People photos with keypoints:
☆ ☆ ☆ ☆ ☆

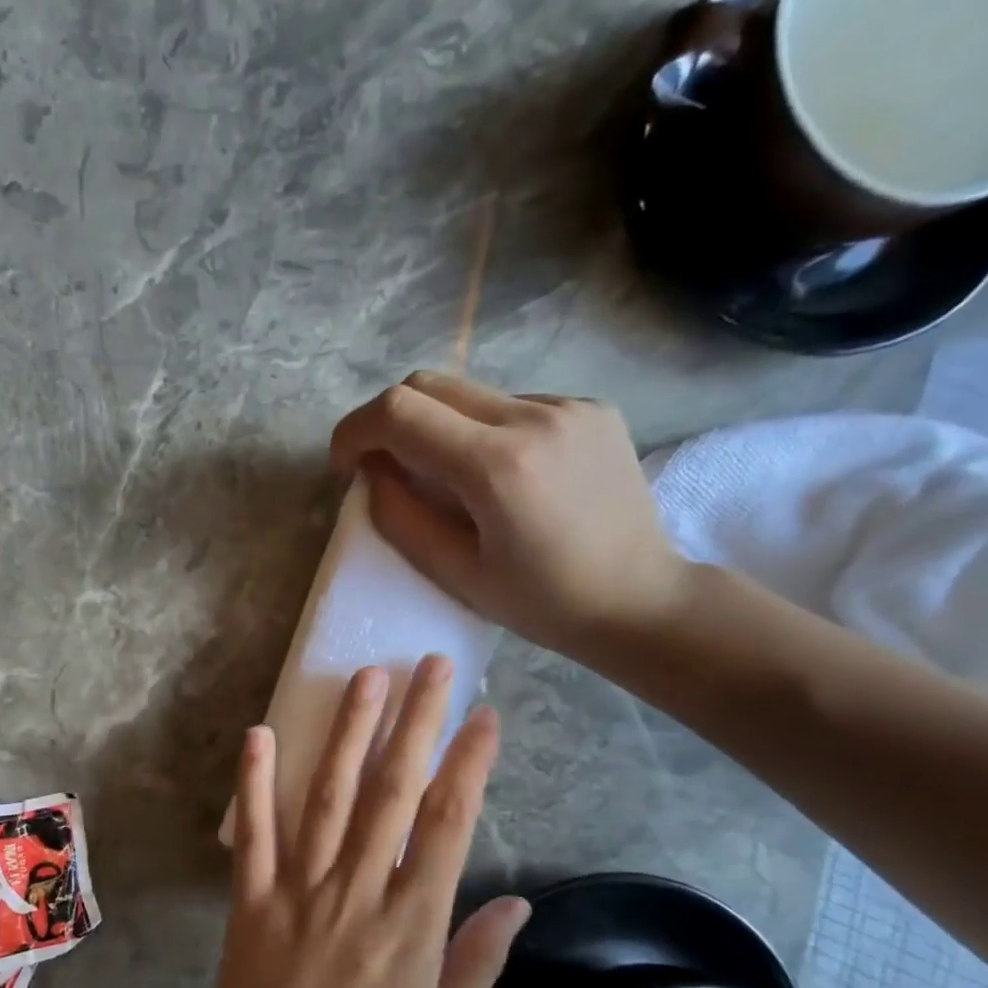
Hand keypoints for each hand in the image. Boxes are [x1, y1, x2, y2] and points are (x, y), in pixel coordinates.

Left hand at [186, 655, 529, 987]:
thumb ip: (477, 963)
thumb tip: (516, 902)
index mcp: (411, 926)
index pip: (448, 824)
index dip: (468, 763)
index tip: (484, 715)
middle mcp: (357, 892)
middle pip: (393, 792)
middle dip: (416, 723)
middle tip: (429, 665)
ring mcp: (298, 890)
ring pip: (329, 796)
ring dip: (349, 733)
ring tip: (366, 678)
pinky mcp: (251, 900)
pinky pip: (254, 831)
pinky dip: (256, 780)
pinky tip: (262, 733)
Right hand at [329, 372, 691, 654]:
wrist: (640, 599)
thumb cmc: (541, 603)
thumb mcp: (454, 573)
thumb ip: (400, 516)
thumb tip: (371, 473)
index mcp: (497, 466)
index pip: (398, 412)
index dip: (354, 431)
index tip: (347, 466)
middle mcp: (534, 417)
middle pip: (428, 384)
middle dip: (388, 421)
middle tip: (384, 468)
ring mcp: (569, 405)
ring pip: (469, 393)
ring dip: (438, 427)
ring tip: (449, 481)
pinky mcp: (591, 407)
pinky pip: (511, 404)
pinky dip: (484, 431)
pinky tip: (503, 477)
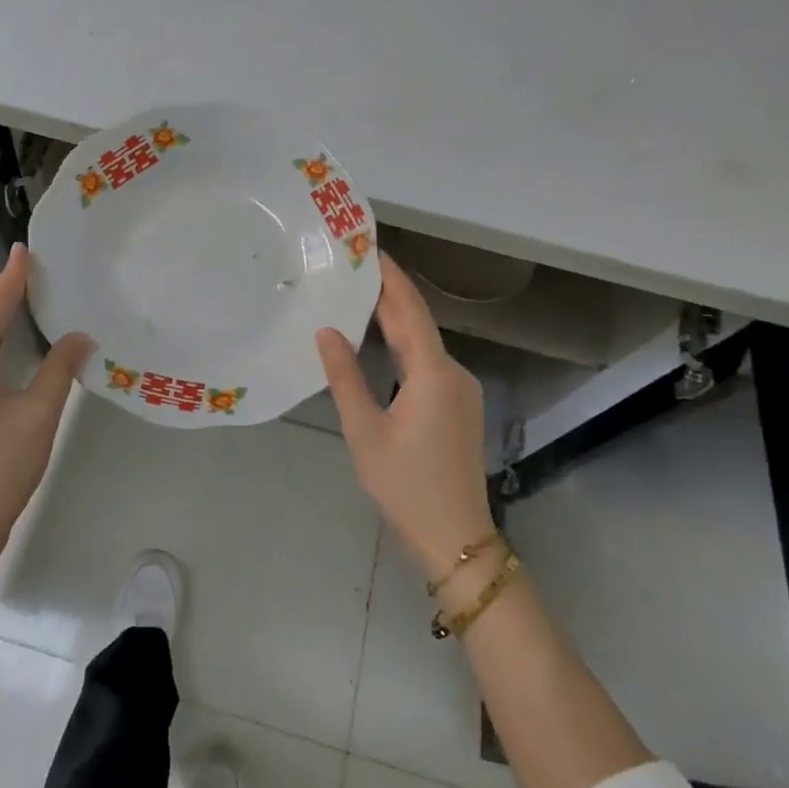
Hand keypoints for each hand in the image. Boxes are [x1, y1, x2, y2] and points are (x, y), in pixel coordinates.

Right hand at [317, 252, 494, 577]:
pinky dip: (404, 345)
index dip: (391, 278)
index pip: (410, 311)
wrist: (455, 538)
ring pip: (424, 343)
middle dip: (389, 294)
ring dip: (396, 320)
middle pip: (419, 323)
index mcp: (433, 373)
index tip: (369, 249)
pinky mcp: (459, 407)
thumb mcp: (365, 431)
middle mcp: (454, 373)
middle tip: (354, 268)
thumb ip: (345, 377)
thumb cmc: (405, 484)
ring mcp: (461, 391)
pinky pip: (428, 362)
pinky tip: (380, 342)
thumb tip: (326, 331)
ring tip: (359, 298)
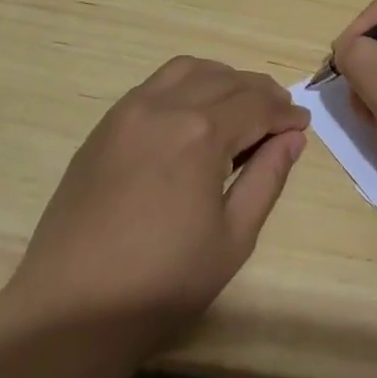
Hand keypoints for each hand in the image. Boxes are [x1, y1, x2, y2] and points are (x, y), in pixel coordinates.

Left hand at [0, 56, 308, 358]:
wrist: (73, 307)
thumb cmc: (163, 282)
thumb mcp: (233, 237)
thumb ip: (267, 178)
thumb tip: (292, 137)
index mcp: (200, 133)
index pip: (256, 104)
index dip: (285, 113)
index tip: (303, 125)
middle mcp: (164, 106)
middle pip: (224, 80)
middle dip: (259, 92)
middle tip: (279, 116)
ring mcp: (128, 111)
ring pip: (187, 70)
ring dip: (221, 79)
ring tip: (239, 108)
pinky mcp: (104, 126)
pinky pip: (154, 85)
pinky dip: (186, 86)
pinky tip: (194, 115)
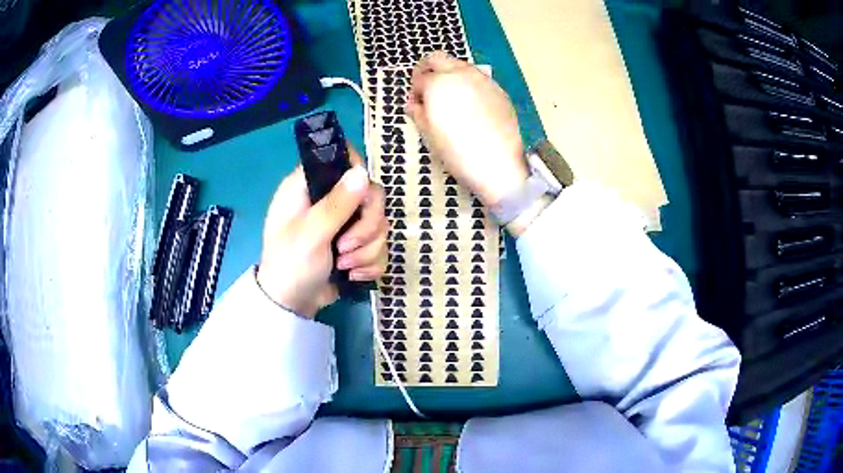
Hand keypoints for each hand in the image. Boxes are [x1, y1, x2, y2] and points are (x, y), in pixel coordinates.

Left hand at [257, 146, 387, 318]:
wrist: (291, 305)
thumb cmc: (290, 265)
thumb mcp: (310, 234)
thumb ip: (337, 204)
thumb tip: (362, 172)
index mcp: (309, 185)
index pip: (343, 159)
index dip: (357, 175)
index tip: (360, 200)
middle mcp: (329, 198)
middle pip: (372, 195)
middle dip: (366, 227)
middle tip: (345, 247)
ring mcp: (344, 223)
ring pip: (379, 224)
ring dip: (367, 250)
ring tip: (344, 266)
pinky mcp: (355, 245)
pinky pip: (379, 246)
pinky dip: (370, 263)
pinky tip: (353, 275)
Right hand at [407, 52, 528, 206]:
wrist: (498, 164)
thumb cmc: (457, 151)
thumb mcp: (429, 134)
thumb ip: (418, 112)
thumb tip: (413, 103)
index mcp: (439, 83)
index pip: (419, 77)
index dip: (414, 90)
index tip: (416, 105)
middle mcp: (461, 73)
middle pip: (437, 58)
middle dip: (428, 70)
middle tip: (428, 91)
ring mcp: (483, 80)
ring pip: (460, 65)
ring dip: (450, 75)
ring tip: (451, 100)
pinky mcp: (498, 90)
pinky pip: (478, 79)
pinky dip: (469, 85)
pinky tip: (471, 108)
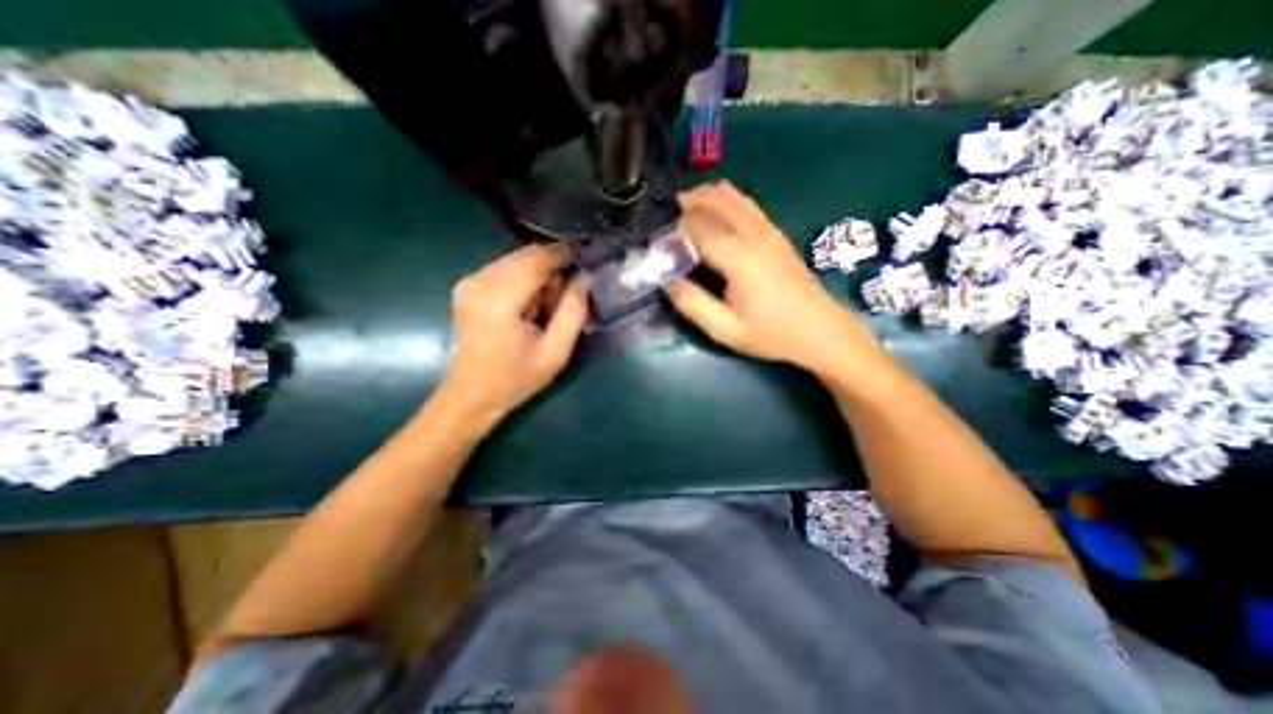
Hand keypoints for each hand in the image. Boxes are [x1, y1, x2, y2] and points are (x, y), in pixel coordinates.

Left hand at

☆ ☆ ☆ ☆ ☆

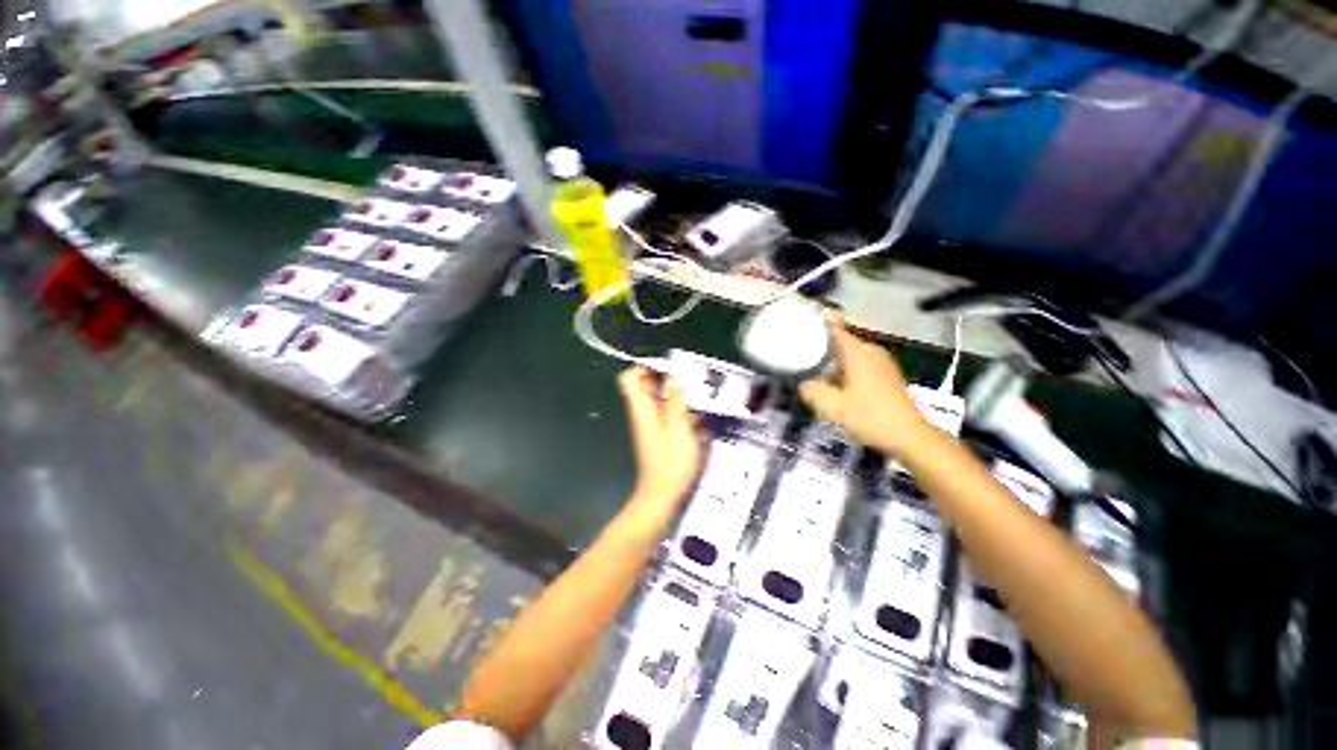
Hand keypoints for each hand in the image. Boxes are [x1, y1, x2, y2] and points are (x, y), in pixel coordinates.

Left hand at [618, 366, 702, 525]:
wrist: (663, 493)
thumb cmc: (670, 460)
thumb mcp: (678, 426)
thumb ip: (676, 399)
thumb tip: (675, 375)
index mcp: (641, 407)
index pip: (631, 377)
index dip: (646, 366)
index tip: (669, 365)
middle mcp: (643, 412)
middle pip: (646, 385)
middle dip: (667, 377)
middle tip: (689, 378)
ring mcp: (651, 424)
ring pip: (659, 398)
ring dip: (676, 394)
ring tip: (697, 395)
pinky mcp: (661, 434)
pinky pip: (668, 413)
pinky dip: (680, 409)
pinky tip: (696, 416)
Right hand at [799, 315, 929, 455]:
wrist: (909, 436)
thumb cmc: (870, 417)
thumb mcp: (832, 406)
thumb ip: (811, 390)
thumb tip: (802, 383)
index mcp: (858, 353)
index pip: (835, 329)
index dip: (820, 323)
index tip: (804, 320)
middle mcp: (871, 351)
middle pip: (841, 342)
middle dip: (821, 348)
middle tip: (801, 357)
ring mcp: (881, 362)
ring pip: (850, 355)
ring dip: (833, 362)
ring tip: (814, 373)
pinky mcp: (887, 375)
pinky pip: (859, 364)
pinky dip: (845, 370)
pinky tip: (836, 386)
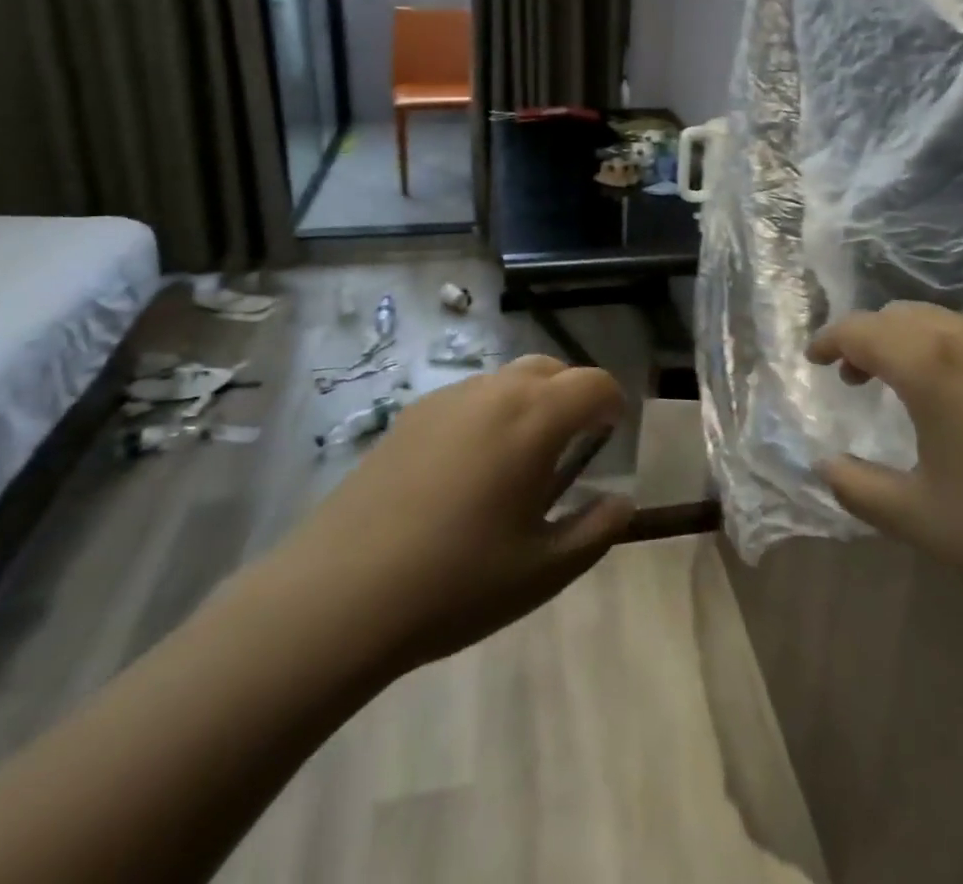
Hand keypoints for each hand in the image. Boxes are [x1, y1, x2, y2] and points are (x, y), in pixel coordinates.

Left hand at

☆ ☆ ☆ ☆ ☆

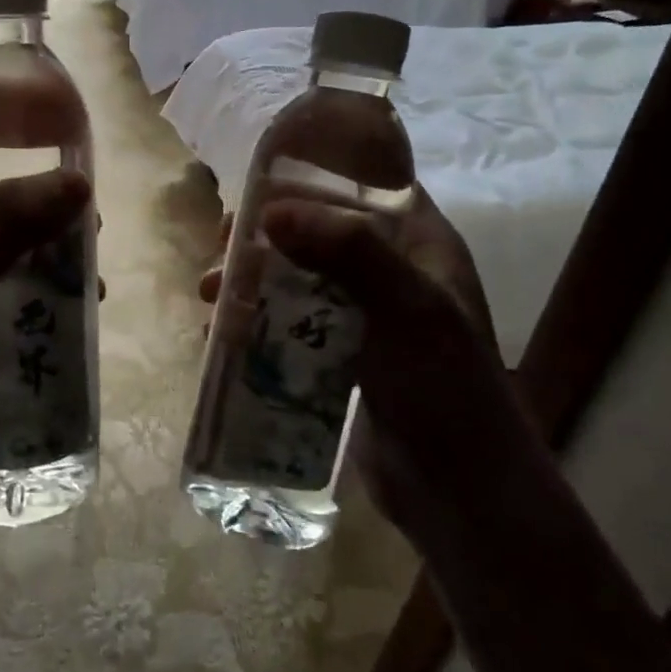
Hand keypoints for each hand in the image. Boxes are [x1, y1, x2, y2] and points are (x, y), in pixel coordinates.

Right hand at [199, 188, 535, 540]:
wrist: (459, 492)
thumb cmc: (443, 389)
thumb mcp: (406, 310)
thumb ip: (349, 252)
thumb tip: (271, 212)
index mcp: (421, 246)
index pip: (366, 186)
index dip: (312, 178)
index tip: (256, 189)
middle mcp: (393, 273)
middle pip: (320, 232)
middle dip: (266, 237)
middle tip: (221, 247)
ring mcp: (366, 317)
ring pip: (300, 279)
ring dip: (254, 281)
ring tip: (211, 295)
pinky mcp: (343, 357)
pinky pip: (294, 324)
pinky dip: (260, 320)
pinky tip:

☆ ☆ ☆ ☆ ☆

* **EXERCISE INSTRUCTIONS**:
Look through the entries above for the word "Right". Copy every line where it shows up.

* **WRITTEN ANSWER**:
Right hand at [329, 372, 691, 654]:
Right hand at [317, 252, 494, 577]:
Right hand at [407, 52, 528, 206]:
Right hand at [799, 315, 929, 455]:
Right hand at [199, 188, 535, 540]:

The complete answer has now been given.